Trevor Hogg profiles the career of visionary director Robert Zemeckis in the third of a three part feature… read part one and part two.
Adapting Winston Groom’s story of a simple-minded man who meets various historical figures from the twentieth century, while wandering in and out of the life of his childhood sweetheart, served as the basis for the ninth film by Robert Zemeckis. “The [script] writer, Eric Roth [The Insider], departed substantially from the book,” explained the director. “We flipped the two elements of the book, making the love story primary and the fantastic adventures secondary. Also, the book was cynical, and colder than the movie. In the movie, [Forrest] Gump is a completely decent character, always true to his word. He has no agenda and no opinion about anyone except Jenny, his mother, and God.”
Aided by digital effects, the title character (Tom Hanks) is able to seamlessly blend into major world events as if he were there. One of the most memorable computer generated scenes is of the rapid-fire competitive ping pong matches Gump engages in against the internationally-renowned Chinese teams.

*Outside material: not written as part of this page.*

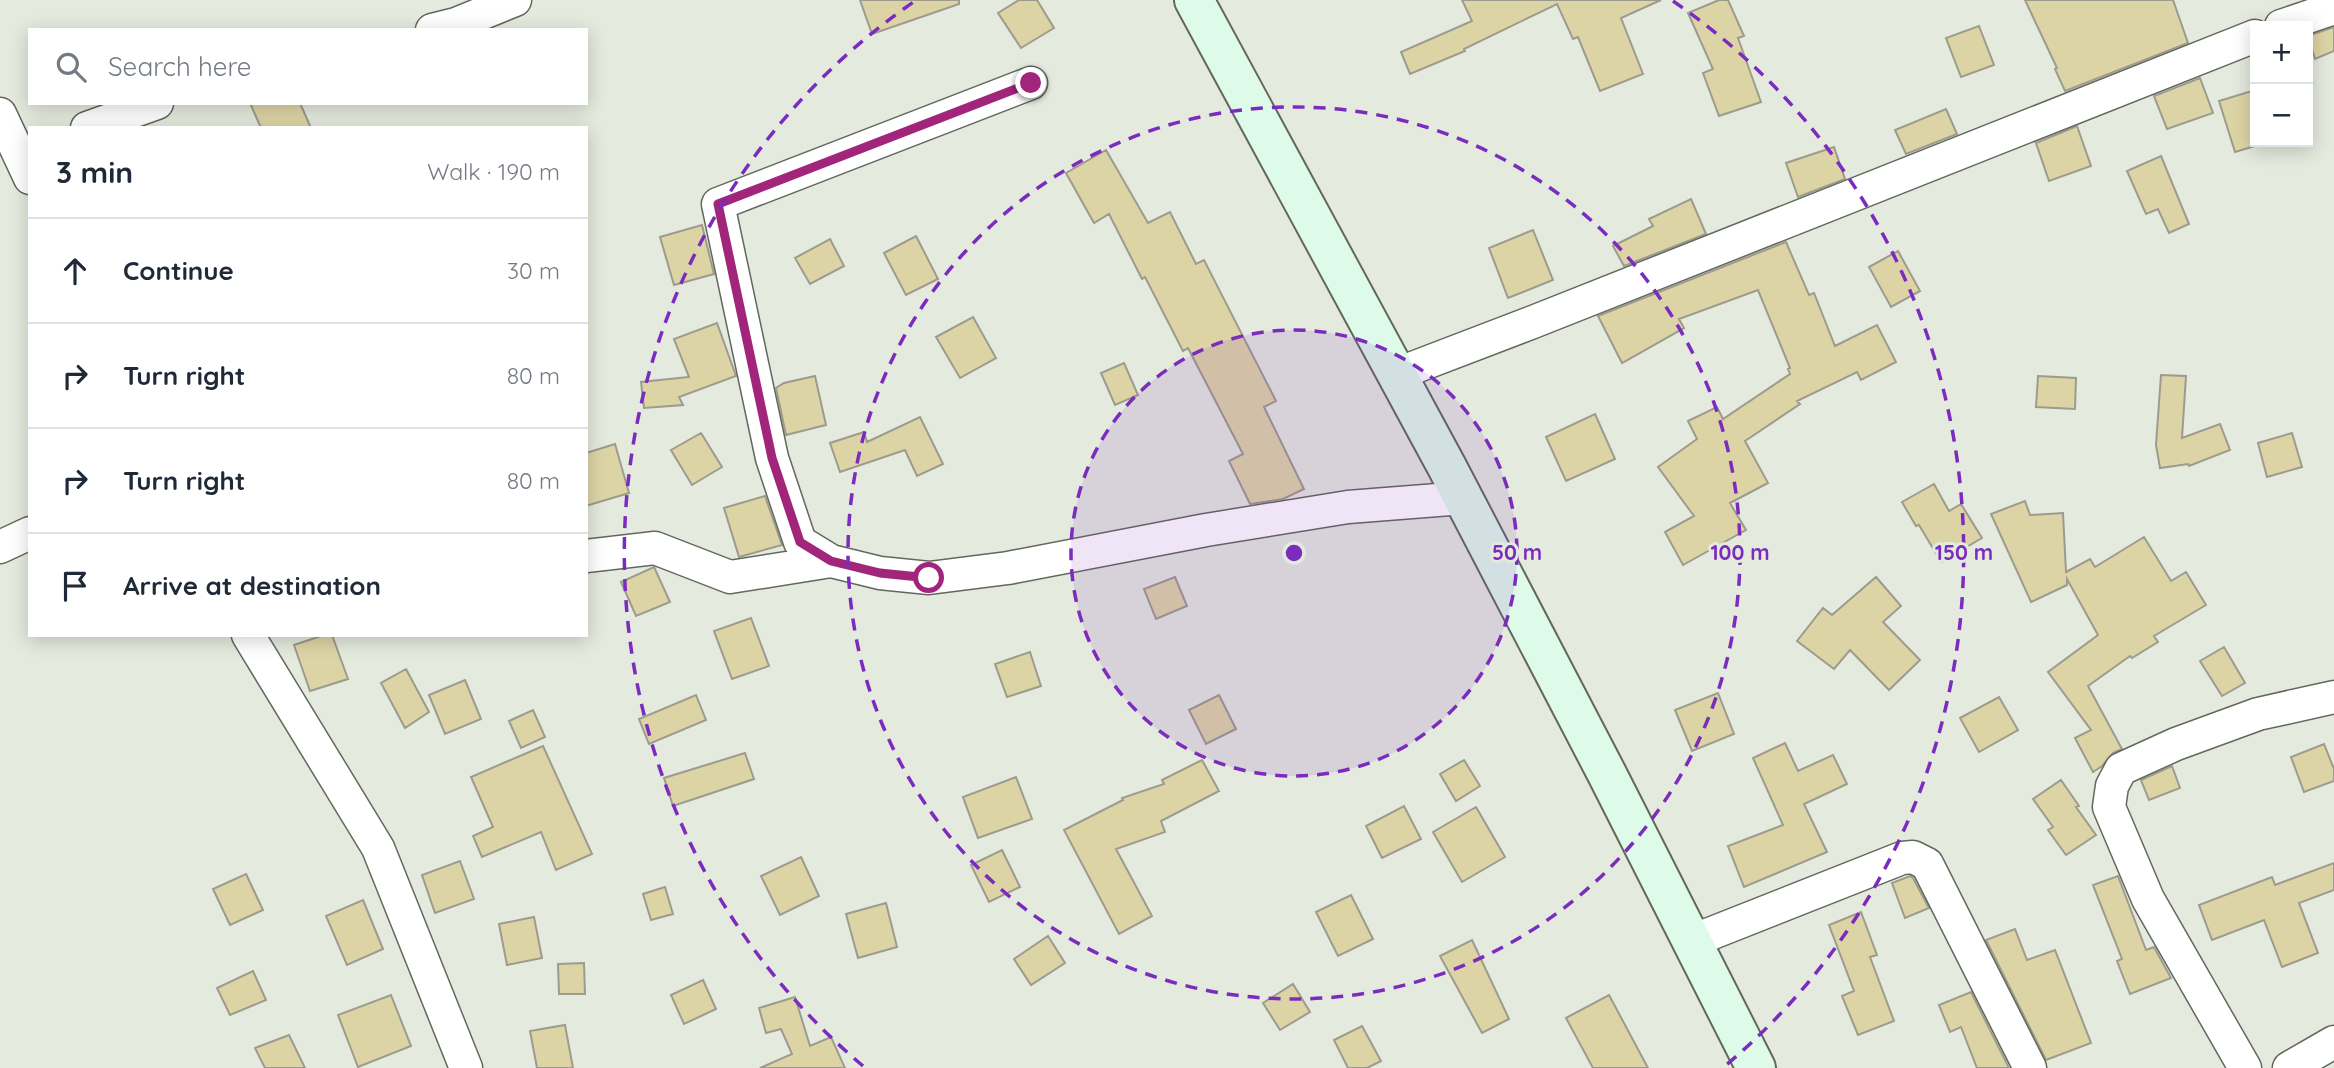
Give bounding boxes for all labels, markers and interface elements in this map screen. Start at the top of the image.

Robert Zemeckis had nothing but admiration for Robin Wright (The Princess Bride) who portrays the tragic love interest, Jenny Curran. “Robin exudes a kind of strength and, at the same time, a vulnerability. She doesn’t bring any of her stardom to the role. You don’t look at her onscreen and think that this is Robin Wright’s interpretation of the character. She’s a real chameleon.” Explaining her role as the matriarch, Sally Field (Norma Rae) remarked, “She’s a woman who loves her son unconditionally…A lot of her dialogue sounds like slogans, and that’s just what she intends.”
A famous line in the movie has Tom Hanks (Saving Private Ryan) declaring, “Mama always said life was like a box of chocolates. You never know what you’re going to get.” Neither did the film critics, until Forrest Gump was released in 1994. Roger Ebert of the Chicago Sun-Times wrote, “[Hanks’] performance is a breathtaking balancing act between comedy and sadness, a story rich in big laughs and quiet truths.” Others were far less complimentary. Entertainment Weekly movie reviewer Owen Gordinier believed that the film “reduces the tumult of the last few decades to a virtual-reality theme park; a baby-boomer version of Disney’s America.”

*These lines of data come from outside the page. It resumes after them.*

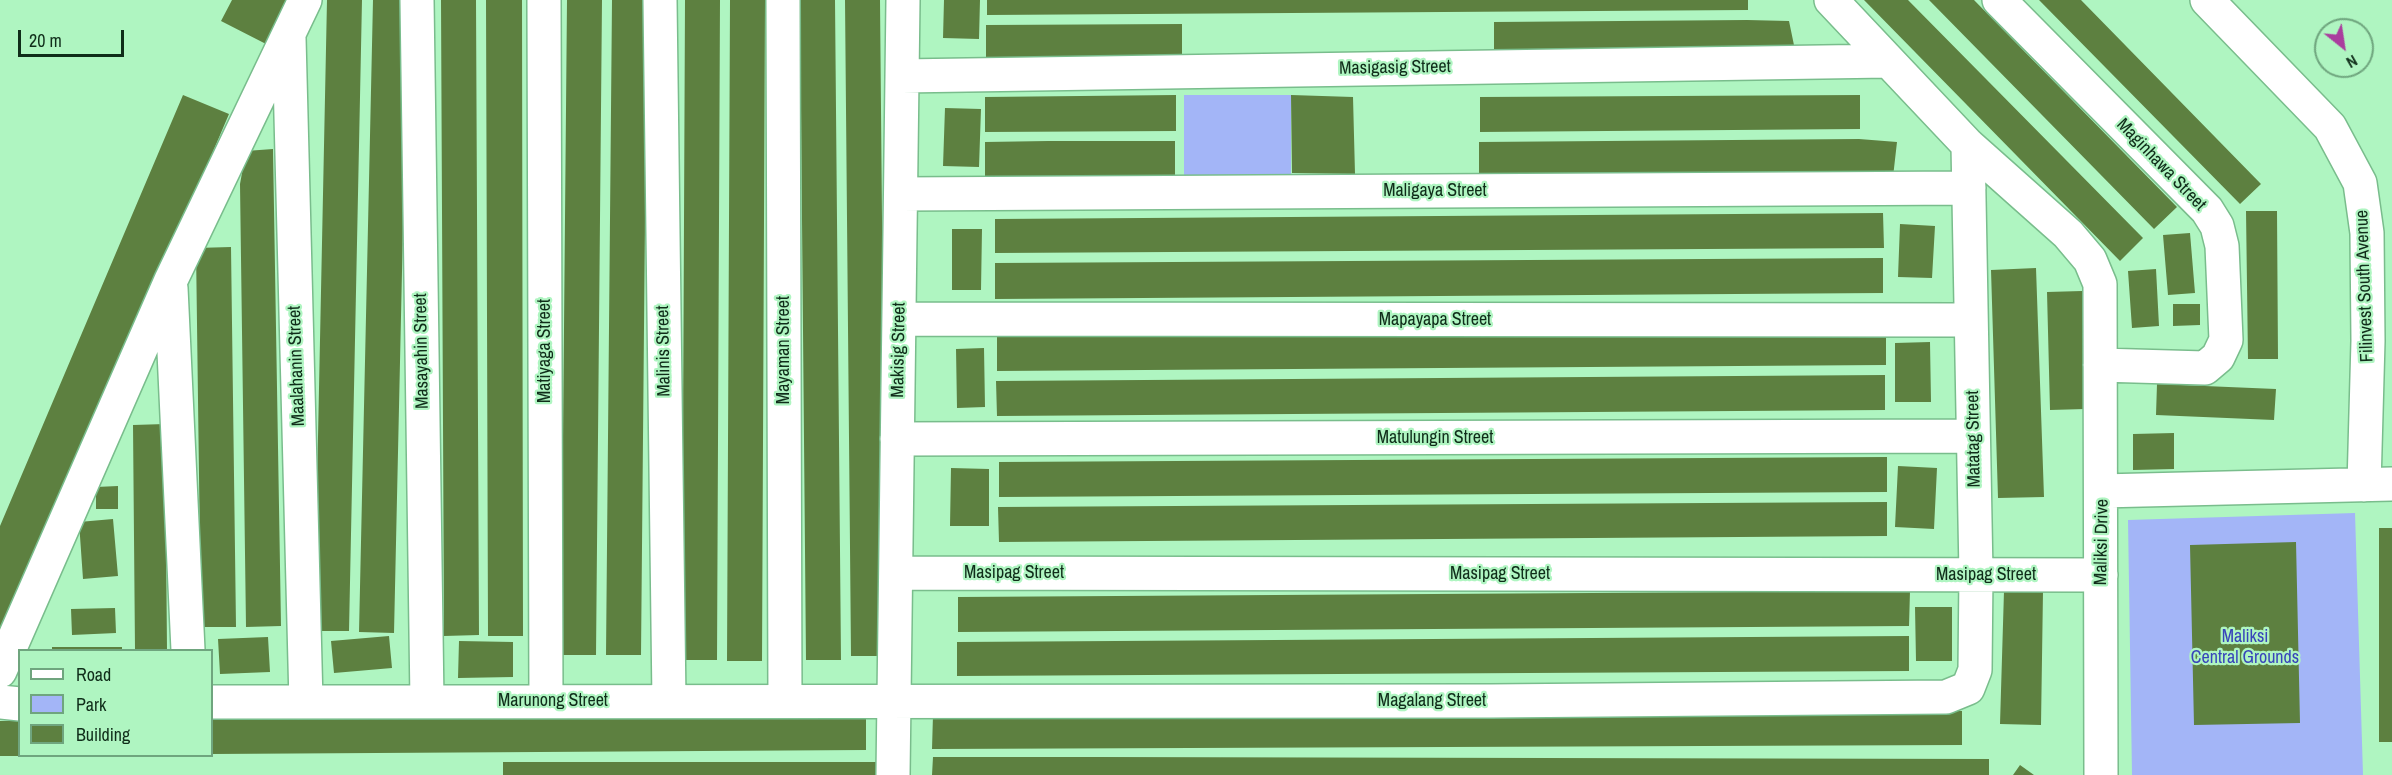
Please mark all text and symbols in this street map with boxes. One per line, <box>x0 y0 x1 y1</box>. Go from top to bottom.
scale bar <box>21 18 128 56</box>
north arrow <box>2314 18 2374 78</box>
text: 20 m <box>29 28 62 53</box>
text: N <box>2342 50 2362 74</box>
street label: Masigasig Street <box>1339 56 1451 80</box>
street label: Maginhawa Street <box>2112 114 2210 216</box>
street label: Maligaya Street <box>1383 180 1487 202</box>
street label: Filinvest South Avenue <box>2352 209 2378 363</box>
street label: Masayahin Street <box>410 293 434 409</box>
street label: Mayaman Street <box>773 296 795 404</box>
street label: Matiyaga Street <box>534 299 556 403</box>
street label: Makisig Street <box>887 302 911 398</box>
street label: Maalahanin Street <box>284 305 310 427</box>
street label: Malinis Street <box>652 305 676 397</box>
street label: Mapayapa Street <box>1379 309 1491 331</box>
street label: Matatag Street <box>1962 390 1986 488</box>
street label: Matulungin Street <box>1377 427 1493 449</box>
street label: Maliksi Drive <box>2090 499 2114 585</box>
street label: Masipag Street <box>964 562 1064 584</box>
street label: Masipag Street <box>1450 563 1550 585</box>
street label: Masipag Street <box>1936 564 2036 586</box>
park label: Maliksi Central Grounds <box>2191 626 2299 668</box>
legend <box>18 649 213 757</box>
text: Road <box>76 662 111 687</box>
street label: Marunong Street <box>498 690 608 712</box>
street label: Magalang Street <box>1378 690 1486 712</box>
text: Park <box>76 692 106 717</box>
text: Building <box>76 722 130 747</box>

There was no doubt that the voting members for the Academy Awards sided with those who found the picture to be praiseworthy. Nominated for thirteen Oscars, Forrest Gump won for Best Picture, Best Actor (Tom Hanks), Best Director, Best Film Editing, Best Visual Effects, and Best Adapted Screenplay. Reflecting on the momentous occasion, Robert Zemeckis declared, “I won an Academy Award when I was forty-four years old, but I paid for it with my twenties. That decade of my life from film school till thirty was nothing but work, nothing but absolute, driving work. I had no money. I had no life. I was just devouring movies and writing screenplays.”

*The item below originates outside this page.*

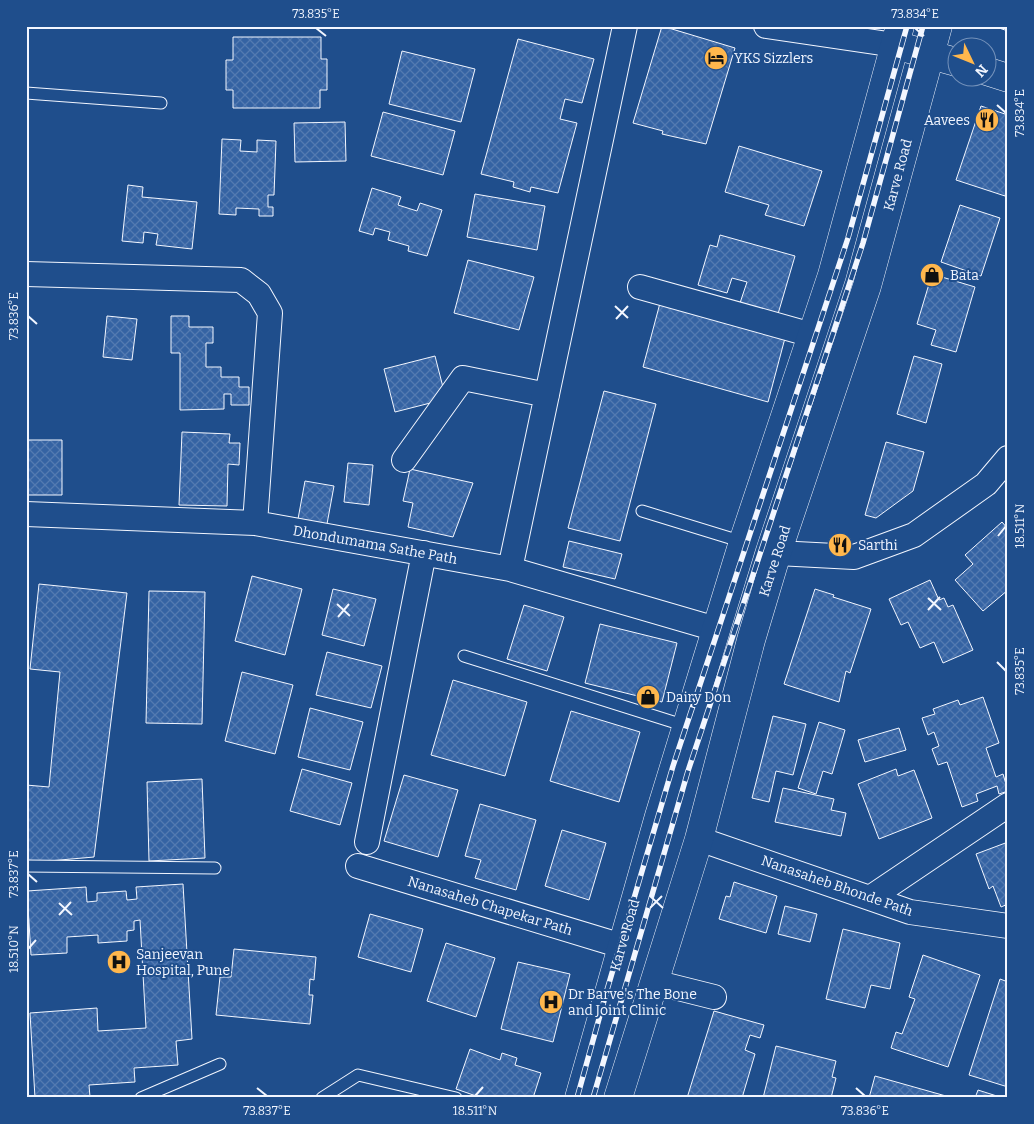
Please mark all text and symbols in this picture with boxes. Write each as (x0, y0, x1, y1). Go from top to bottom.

Grossing $677 million worldwide, controversy erupted when novelist Winston Groom was denied his share of the profits; the explanation given to him by the producers was that the movie did not make any money. Interestingly, despite the monetary shortfall, both Tom Hanks and Robert Zemeckis earned $40 million for their involvement in the project.
Delving into the scientific fiction world created by Carl Sagan, Robert Zemeckis adapted a book that was originally intended to be a movie but instead became the novel Contact (1997). Dr. Ellie Arroway (Jodie Foster) finds evidence of extra-terrestrial life and is chosen to be the individual responsible for making the first contact.
“I think too often, intellectual processes are portrayed as some kind of dry, scientific things that don’t have a connection to the soul,” remarked Jodie Foster (The Accused) about her role as a scientist. “And when you’re obsessed by something, when something fascinates you, it’s wondrous. And in fact, if anything, I think she’s a zealot, so it’s actually kind of a movie about a zealot; who learns to have tolerance for other people’s zeal.”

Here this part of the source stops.